■ Exercise
Your answer must consist of the records exactly as given, with no pictures included.

■ Information provided

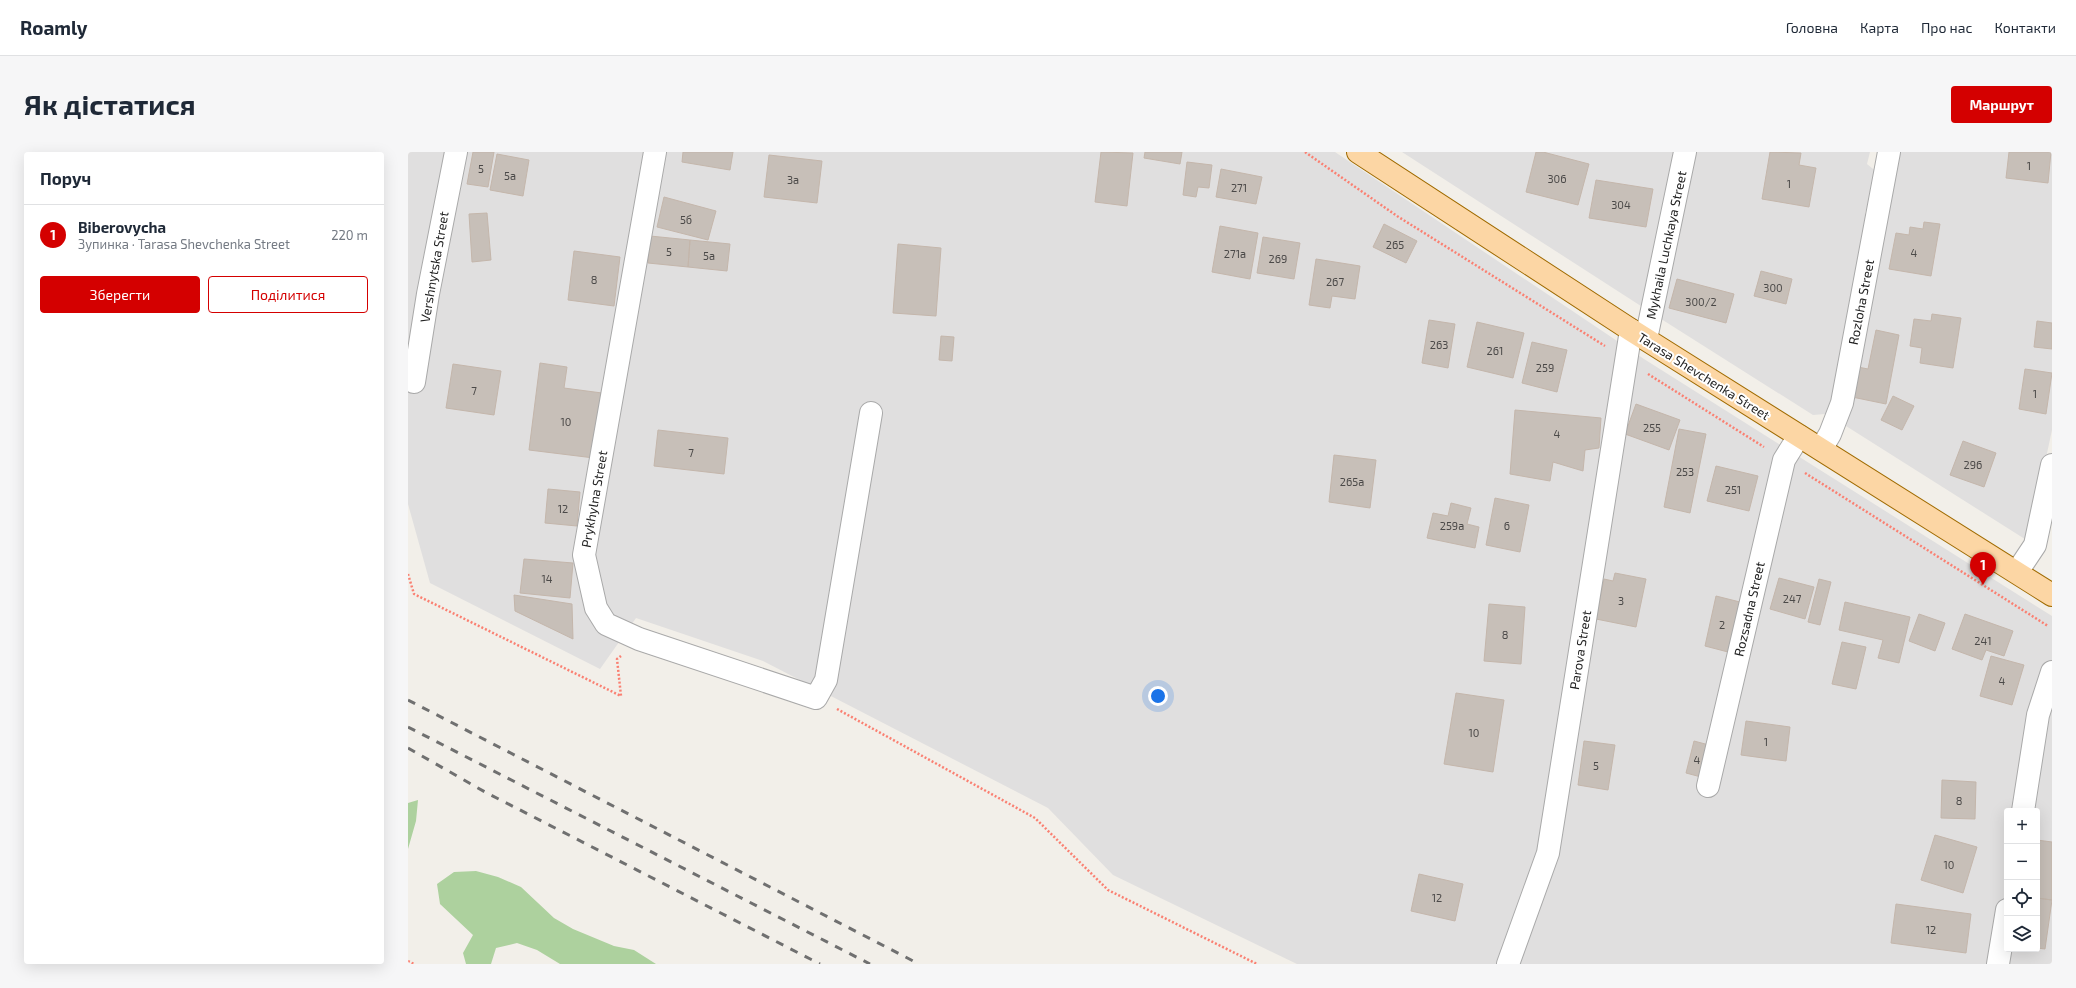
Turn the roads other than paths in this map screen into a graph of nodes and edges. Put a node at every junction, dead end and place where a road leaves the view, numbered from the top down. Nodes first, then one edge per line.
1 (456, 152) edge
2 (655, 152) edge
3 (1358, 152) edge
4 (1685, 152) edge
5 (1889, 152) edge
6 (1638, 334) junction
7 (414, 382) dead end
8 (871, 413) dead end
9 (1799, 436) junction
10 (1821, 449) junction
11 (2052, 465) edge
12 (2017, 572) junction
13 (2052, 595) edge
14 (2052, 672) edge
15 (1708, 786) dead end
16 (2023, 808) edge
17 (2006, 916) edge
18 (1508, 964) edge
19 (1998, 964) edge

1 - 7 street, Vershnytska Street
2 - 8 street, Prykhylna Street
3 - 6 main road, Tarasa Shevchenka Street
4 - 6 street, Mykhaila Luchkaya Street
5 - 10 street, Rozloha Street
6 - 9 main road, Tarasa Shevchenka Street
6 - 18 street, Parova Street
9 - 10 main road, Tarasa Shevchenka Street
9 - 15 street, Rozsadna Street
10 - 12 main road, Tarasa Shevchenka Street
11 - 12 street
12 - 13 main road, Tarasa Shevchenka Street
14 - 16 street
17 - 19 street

■ Solution to this task
Turn the roads other than paths in this map screen into a graph of nodes and edges. Put a node at every junction, dead end and place where a road leaves the view, numbered from the top down. Nodes first, then one edge per line.
1 (456, 152) edge
2 (655, 152) edge
3 (1358, 152) edge
4 (1685, 152) edge
5 (1889, 152) edge
6 (1638, 334) junction
7 (414, 382) dead end
8 (871, 413) dead end
9 (1799, 436) junction
10 (1821, 449) junction
11 (2052, 465) edge
12 (2017, 572) junction
13 (2052, 595) edge
14 (2052, 672) edge
15 (1708, 786) dead end
16 (2023, 808) edge
17 (2006, 916) edge
18 (1508, 964) edge
19 (1998, 964) edge

1 - 7 street, Vershnytska Street
2 - 8 street, Prykhylna Street
3 - 6 main road, Tarasa Shevchenka Street
4 - 6 street, Mykhaila Luchkaya Street
5 - 10 street, Rozloha Street
6 - 9 main road, Tarasa Shevchenka Street
6 - 18 street, Parova Street
9 - 10 main road, Tarasa Shevchenka Street
9 - 15 street, Rozsadna Street
10 - 12 main road, Tarasa Shevchenka Street
11 - 12 street
12 - 13 main road, Tarasa Shevchenka Street
14 - 16 street
17 - 19 street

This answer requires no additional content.